***** Listed entries

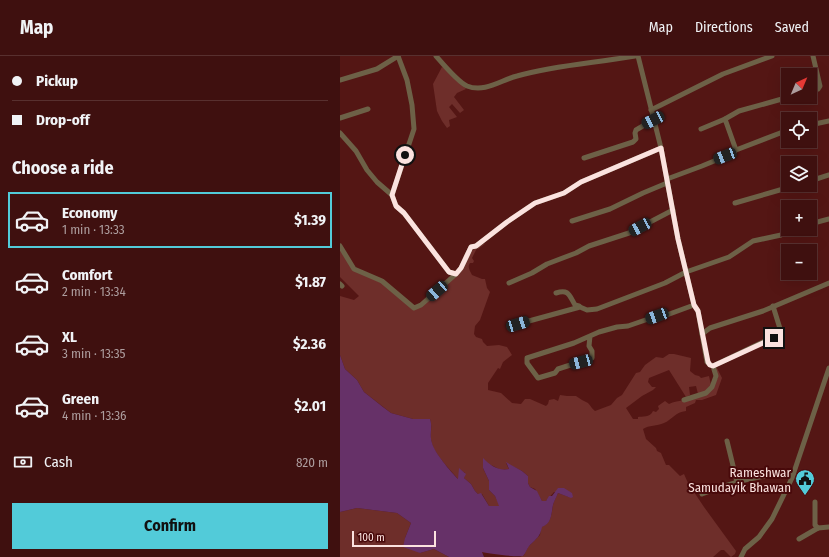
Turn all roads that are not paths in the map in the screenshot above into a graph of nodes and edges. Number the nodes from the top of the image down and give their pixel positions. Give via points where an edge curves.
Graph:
1 (398, 56) edge
2 (436, 56) edge
3 (637, 56) edge
4 (772, 56) edge
5 (813, 56) edge
6 (816, 68) edge
7 (817, 73) edge
8 (340, 80) edge
9 (817, 89) edge
10 (781, 99) edge
11 (368, 109) dead end
12 (651, 110) junction
13 (340, 118) edge
14 (725, 119) junction
15 (653, 120) junction
16 (829, 121) edge
17 (817, 124) edge
18 (702, 129) dead end
19 (340, 133) edge
20 (781, 133) edge
21 (661, 148) junction
22 (736, 150) junction
23 (584, 158) dead end
24 (829, 176) edge
25 (817, 179) edge
26 (667, 181) junction
27 (781, 190) edge
28 (392, 195) junction
29 (735, 203) dead end
30 (673, 210) junction
31 (829, 219) edge
32 (572, 221) dead end
33 (817, 222) edge
34 (781, 235) edge
35 (340, 246) edge
36 (686, 272) junction
37 (456, 274) junction
38 (509, 283) dead end
39 (829, 283) edge
40 (556, 293) dead end
41 (694, 305) junction
42 (580, 306) junction
43 (773, 306) junction
44 (513, 327) dead end
45 (702, 334) junction
46 (590, 336) junction
47 (713, 366) junction
48 (829, 369) edge
49 (684, 400) dead end
50 (727, 441) dead end
51 (793, 476) junction
52 (737, 482) junction
53 (702, 494) dead end
54 (815, 502) dead end
55 (829, 527) edge
56 (818, 528) junction
57 (799, 539) dead end
58 (741, 557) edge

1 - 8 street via 377,68
1 - 28 street via 408,80 414,128
2 - 3 street via 467,86 485,88 516,76 558,67
3 - 12 street
4 - 12 street via 723,74
5 - 6 street
7 - 9 street via 820,86
10 - 14 street via 739,111
11 - 13 street
12 - 15 street
14 - 18 street
14 - 22 street
15 - 21 street
15 - 23 street via 636,130 636,139 633,142
16 - 17 street
19 - 28 street via 377,182
20 - 22 street
21 - 26 street
21 - 37 street via 581,182 564,193 535,203 476,246 471,247
22 - 26 street
24 - 25 street
26 - 30 street
26 - 32 street via 610,209
27 - 29 street
28 - 37 street via 396,206 449,272
30 - 36 street
30 - 38 street via 629,233 589,246
31 - 33 street
34 - 36 street via 753,242 729,257
35 - 37 street via 354,269 382,281 414,308 421,305
36 - 41 street
36 - 42 street via 665,283 597,309 587,310
39 - 43 street
40 - 42 street via 567,292 575,305
41 - 45 street via 698,311
41 - 46 street via 676,313 657,316
42 - 44 street
43 - 45 street via 710,328
43 - 47 street via 782,335
45 - 47 street via 708,362
46 - 46 street via 527,358 527,363 538,378 592,358
47 - 49 street via 716,376 712,387 706,392
48 - 51 street
50 - 52 street
51 - 52 street via 779,474
51 - 58 street via 772,519
52 - 53 street
54 - 56 street via 814,526
55 - 56 street
56 - 57 street

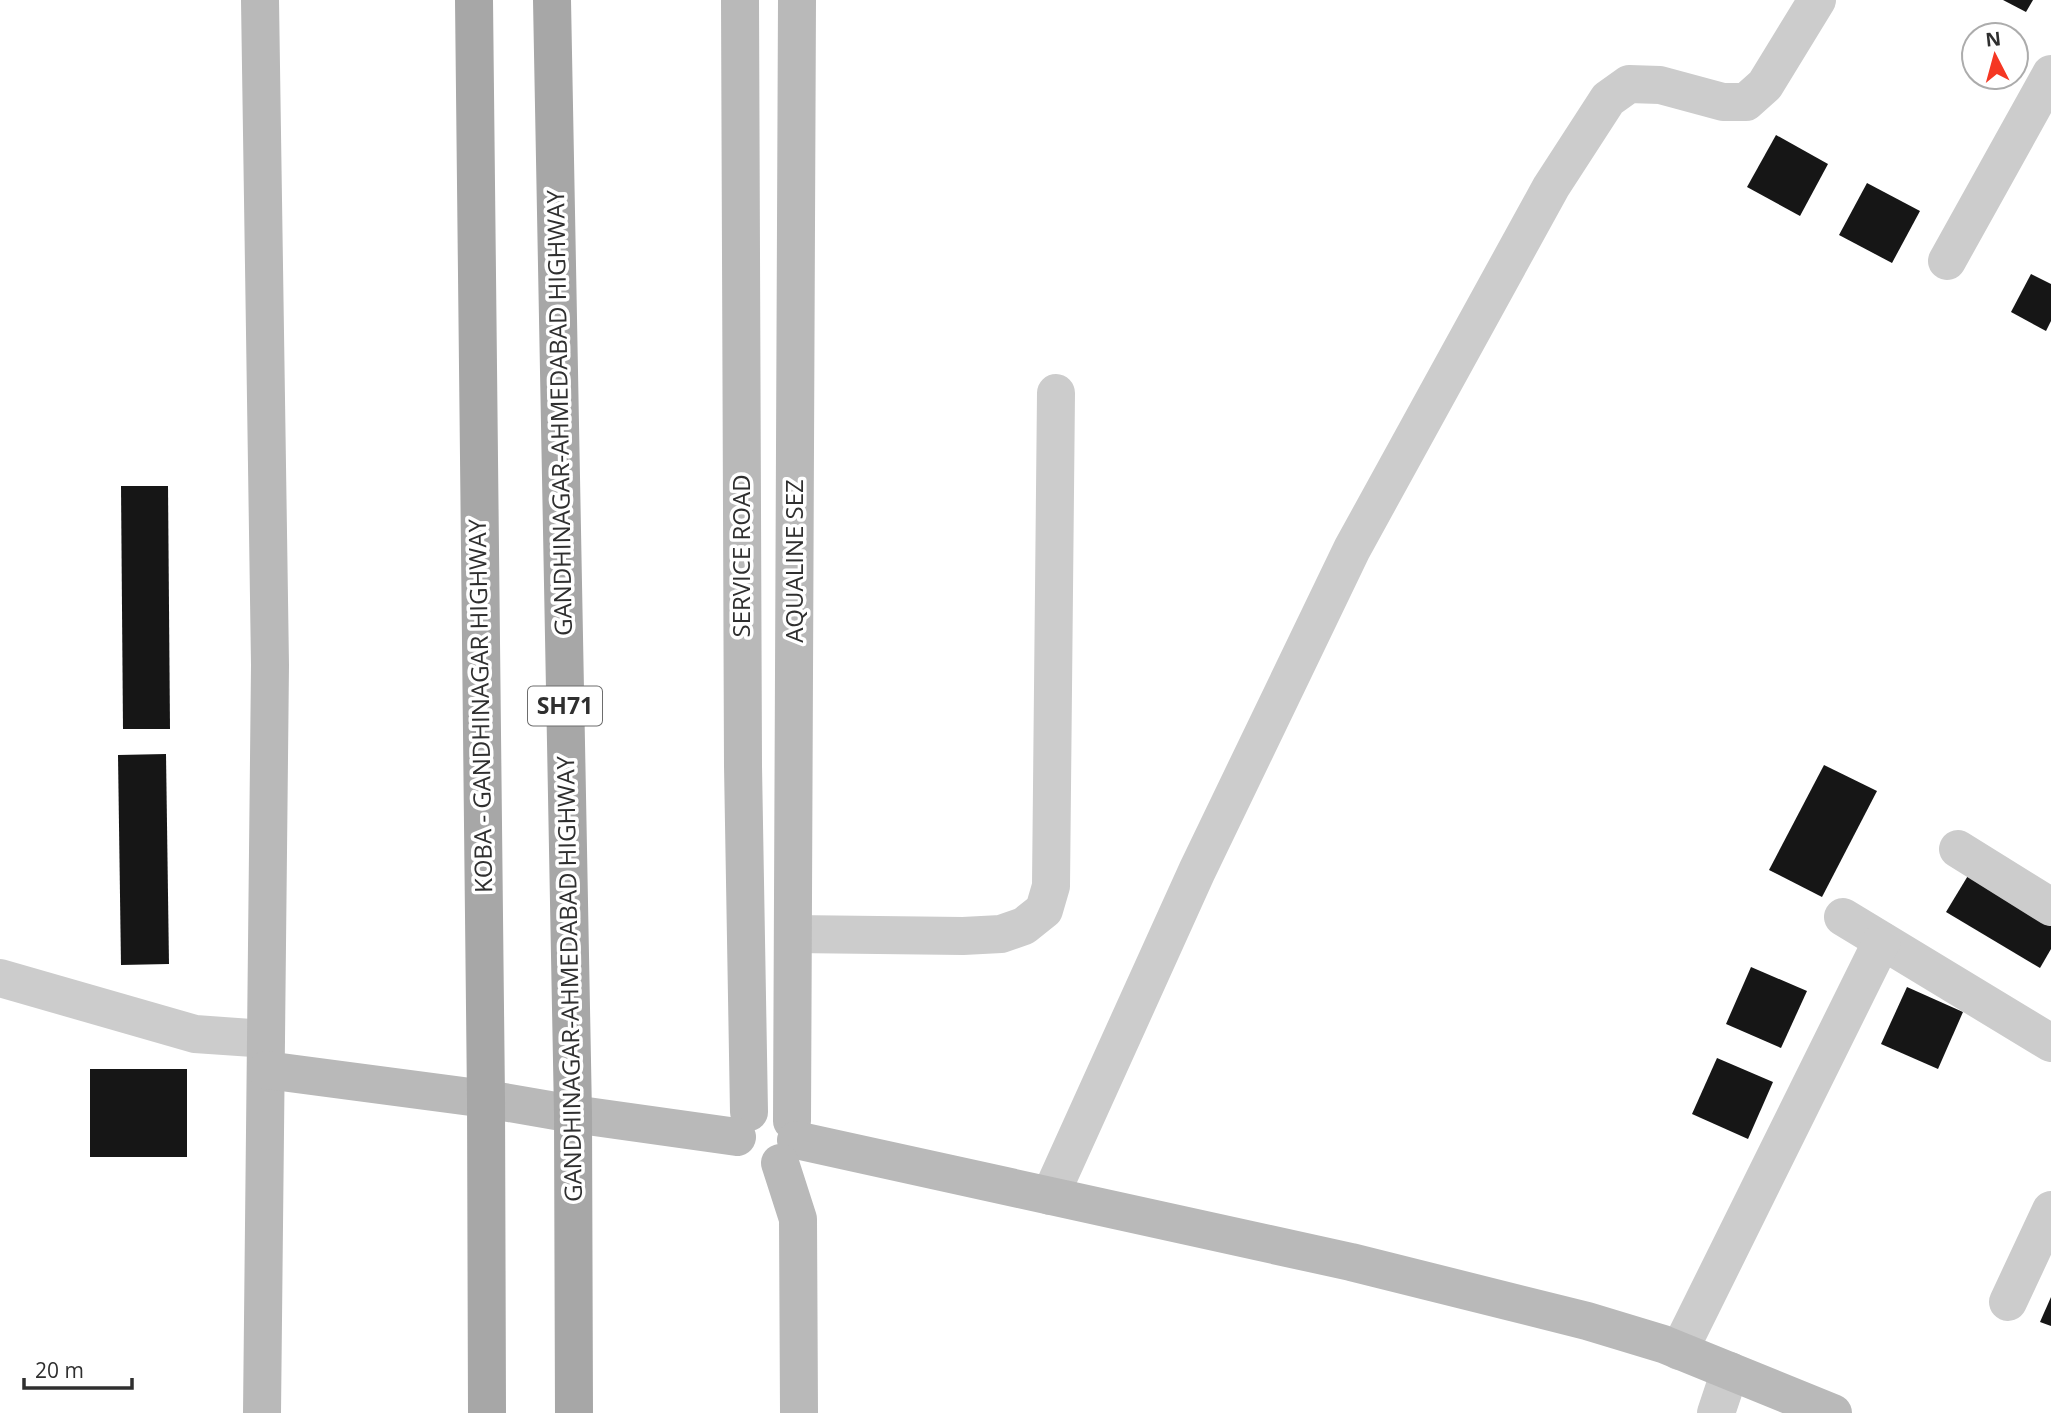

**********

_Task goal_. Your reply must reproduce all of the entries exactly and contain no pictures.

_Answer for this exercise_.
Turn all roads that are not paths in the map in the screenshot above into a graph of nodes and edges. Number the nodes from the top of the image down and give their pixel positions. Give via points where an edge curves.
Graph:
1 (398, 56) edge
2 (436, 56) edge
3 (637, 56) edge
4 (772, 56) edge
5 (813, 56) edge
6 (816, 68) edge
7 (817, 73) edge
8 (340, 80) edge
9 (817, 89) edge
10 (781, 99) edge
11 (368, 109) dead end
12 (651, 110) junction
13 (340, 118) edge
14 (725, 119) junction
15 (653, 120) junction
16 (829, 121) edge
17 (817, 124) edge
18 (702, 129) dead end
19 (340, 133) edge
20 (781, 133) edge
21 (661, 148) junction
22 (736, 150) junction
23 (584, 158) dead end
24 (829, 176) edge
25 (817, 179) edge
26 (667, 181) junction
27 (781, 190) edge
28 (392, 195) junction
29 (735, 203) dead end
30 (673, 210) junction
31 (829, 219) edge
32 (572, 221) dead end
33 (817, 222) edge
34 (781, 235) edge
35 (340, 246) edge
36 (686, 272) junction
37 (456, 274) junction
38 (509, 283) dead end
39 (829, 283) edge
40 (556, 293) dead end
41 (694, 305) junction
42 (580, 306) junction
43 (773, 306) junction
44 (513, 327) dead end
45 (702, 334) junction
46 (590, 336) junction
47 (713, 366) junction
48 (829, 369) edge
49 (684, 400) dead end
50 (727, 441) dead end
51 (793, 476) junction
52 (737, 482) junction
53 (702, 494) dead end
54 (815, 502) dead end
55 (829, 527) edge
56 (818, 528) junction
57 (799, 539) dead end
58 (741, 557) edge

1 - 8 street via 377,68
1 - 28 street via 408,80 414,128
2 - 3 street via 467,86 485,88 516,76 558,67
3 - 12 street
4 - 12 street via 723,74
5 - 6 street
7 - 9 street via 820,86
10 - 14 street via 739,111
11 - 13 street
12 - 15 street
14 - 18 street
14 - 22 street
15 - 21 street
15 - 23 street via 636,130 636,139 633,142
16 - 17 street
19 - 28 street via 377,182
20 - 22 street
21 - 26 street
21 - 37 street via 581,182 564,193 535,203 476,246 471,247
22 - 26 street
24 - 25 street
26 - 30 street
26 - 32 street via 610,209
27 - 29 street
28 - 37 street via 396,206 449,272
30 - 36 street
30 - 38 street via 629,233 589,246
31 - 33 street
34 - 36 street via 753,242 729,257
35 - 37 street via 354,269 382,281 414,308 421,305
36 - 41 street
36 - 42 street via 665,283 597,309 587,310
39 - 43 street
40 - 42 street via 567,292 575,305
41 - 45 street via 698,311
41 - 46 street via 676,313 657,316
42 - 44 street
43 - 45 street via 710,328
43 - 47 street via 782,335
45 - 47 street via 708,362
46 - 46 street via 527,358 527,363 538,378 592,358
47 - 49 street via 716,376 712,387 706,392
48 - 51 street
50 - 52 street
51 - 52 street via 779,474
51 - 58 street via 772,519
52 - 53 street
54 - 56 street via 814,526
55 - 56 street
56 - 57 street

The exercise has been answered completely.